=== INFORMATION SUPPLIED ===
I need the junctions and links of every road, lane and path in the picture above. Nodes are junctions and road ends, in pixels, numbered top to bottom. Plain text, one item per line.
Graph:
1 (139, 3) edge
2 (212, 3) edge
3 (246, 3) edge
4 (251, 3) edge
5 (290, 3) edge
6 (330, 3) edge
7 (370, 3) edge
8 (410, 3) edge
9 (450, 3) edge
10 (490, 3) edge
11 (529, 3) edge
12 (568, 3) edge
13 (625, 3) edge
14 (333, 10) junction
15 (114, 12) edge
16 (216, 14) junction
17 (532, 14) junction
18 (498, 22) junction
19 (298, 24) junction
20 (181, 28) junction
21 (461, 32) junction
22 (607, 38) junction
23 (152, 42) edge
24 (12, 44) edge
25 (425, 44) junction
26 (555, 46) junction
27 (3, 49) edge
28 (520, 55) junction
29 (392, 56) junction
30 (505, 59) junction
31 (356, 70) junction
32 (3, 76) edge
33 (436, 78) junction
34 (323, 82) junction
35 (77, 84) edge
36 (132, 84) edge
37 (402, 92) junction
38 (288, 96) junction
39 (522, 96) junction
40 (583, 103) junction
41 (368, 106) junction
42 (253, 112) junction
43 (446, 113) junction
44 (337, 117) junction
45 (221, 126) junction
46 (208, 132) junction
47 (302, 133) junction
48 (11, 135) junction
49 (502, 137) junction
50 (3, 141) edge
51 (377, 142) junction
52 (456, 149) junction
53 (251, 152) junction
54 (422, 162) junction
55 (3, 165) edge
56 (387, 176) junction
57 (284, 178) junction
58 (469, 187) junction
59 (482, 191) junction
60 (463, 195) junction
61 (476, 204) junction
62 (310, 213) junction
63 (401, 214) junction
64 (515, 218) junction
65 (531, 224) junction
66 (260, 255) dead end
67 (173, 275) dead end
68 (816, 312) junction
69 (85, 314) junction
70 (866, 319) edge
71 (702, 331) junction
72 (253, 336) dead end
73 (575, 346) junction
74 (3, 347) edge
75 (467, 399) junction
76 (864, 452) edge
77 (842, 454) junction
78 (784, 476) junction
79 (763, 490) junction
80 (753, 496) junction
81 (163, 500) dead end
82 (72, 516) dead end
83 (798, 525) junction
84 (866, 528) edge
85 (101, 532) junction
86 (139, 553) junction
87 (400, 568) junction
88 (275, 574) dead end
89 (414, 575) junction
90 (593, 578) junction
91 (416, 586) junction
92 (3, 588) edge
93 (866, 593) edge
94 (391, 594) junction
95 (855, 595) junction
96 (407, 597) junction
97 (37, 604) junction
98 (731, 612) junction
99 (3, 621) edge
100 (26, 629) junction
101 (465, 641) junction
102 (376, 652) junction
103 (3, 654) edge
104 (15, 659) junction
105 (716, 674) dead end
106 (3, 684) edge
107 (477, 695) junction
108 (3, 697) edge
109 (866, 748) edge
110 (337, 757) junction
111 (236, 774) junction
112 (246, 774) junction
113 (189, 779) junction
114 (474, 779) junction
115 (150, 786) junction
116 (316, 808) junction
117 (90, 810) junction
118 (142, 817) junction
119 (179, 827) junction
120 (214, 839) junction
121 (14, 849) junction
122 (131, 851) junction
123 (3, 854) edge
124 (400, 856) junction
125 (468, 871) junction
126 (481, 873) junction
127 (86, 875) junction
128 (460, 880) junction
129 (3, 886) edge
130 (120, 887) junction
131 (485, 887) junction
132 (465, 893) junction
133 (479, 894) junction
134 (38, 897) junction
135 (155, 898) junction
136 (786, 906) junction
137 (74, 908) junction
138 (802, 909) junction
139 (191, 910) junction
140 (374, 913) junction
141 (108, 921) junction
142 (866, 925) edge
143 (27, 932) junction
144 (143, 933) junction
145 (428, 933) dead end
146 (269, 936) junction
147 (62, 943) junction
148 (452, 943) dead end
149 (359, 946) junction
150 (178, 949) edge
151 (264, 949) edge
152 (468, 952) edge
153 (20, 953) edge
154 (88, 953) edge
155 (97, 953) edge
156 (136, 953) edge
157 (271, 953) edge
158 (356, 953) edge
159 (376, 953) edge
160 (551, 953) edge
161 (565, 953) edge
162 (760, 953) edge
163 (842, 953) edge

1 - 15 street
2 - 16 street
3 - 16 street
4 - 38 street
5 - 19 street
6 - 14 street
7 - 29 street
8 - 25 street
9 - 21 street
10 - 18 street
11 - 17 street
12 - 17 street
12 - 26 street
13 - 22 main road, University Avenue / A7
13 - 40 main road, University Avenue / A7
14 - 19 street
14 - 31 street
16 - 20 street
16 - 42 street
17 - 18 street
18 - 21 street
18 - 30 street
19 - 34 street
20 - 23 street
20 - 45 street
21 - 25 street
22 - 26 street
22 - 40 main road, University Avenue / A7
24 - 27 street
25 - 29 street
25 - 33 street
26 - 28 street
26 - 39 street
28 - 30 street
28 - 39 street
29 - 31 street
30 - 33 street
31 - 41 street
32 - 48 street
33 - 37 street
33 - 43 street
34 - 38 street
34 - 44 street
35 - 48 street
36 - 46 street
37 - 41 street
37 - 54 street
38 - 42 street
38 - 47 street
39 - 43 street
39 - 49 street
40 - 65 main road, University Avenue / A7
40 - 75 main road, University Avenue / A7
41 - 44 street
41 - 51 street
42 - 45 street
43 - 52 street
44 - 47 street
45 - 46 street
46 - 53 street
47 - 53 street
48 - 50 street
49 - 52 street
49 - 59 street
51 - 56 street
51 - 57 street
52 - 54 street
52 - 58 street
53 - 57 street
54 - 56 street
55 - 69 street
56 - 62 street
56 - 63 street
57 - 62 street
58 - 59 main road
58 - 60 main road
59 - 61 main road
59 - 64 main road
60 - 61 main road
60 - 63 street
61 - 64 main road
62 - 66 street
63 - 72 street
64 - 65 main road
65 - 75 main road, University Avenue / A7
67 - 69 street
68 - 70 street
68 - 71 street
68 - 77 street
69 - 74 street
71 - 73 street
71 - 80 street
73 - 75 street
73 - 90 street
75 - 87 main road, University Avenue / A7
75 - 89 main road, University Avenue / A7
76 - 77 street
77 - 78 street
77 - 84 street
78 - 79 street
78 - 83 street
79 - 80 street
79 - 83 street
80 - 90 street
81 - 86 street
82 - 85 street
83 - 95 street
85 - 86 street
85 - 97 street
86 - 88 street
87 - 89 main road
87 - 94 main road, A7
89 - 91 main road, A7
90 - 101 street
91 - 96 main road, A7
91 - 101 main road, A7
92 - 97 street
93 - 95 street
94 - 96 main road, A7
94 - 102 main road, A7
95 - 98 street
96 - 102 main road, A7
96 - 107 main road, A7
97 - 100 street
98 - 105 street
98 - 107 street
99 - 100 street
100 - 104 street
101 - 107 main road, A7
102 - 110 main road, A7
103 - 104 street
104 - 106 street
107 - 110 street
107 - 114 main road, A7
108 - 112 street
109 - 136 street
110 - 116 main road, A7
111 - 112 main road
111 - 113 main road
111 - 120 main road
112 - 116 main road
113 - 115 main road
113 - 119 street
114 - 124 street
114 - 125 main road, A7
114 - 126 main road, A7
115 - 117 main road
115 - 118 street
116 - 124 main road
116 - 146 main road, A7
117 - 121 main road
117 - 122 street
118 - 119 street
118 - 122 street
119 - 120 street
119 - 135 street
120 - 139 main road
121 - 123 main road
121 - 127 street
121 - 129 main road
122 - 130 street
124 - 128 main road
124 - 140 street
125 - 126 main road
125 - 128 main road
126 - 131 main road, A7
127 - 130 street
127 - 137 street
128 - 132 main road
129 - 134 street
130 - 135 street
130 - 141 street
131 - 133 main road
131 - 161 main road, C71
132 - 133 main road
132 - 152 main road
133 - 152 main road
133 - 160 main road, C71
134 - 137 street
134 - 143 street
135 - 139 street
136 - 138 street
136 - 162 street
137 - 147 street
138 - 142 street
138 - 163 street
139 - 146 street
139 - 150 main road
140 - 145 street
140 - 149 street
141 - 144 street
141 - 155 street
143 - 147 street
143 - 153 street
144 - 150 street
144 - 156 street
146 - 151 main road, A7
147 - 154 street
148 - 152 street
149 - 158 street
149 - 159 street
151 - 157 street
===
* **EXERCISE INSTRUCTIONS**: Please say only the number of lines in the data that hold "dead".

* **SOLVED PROBLEM**: 9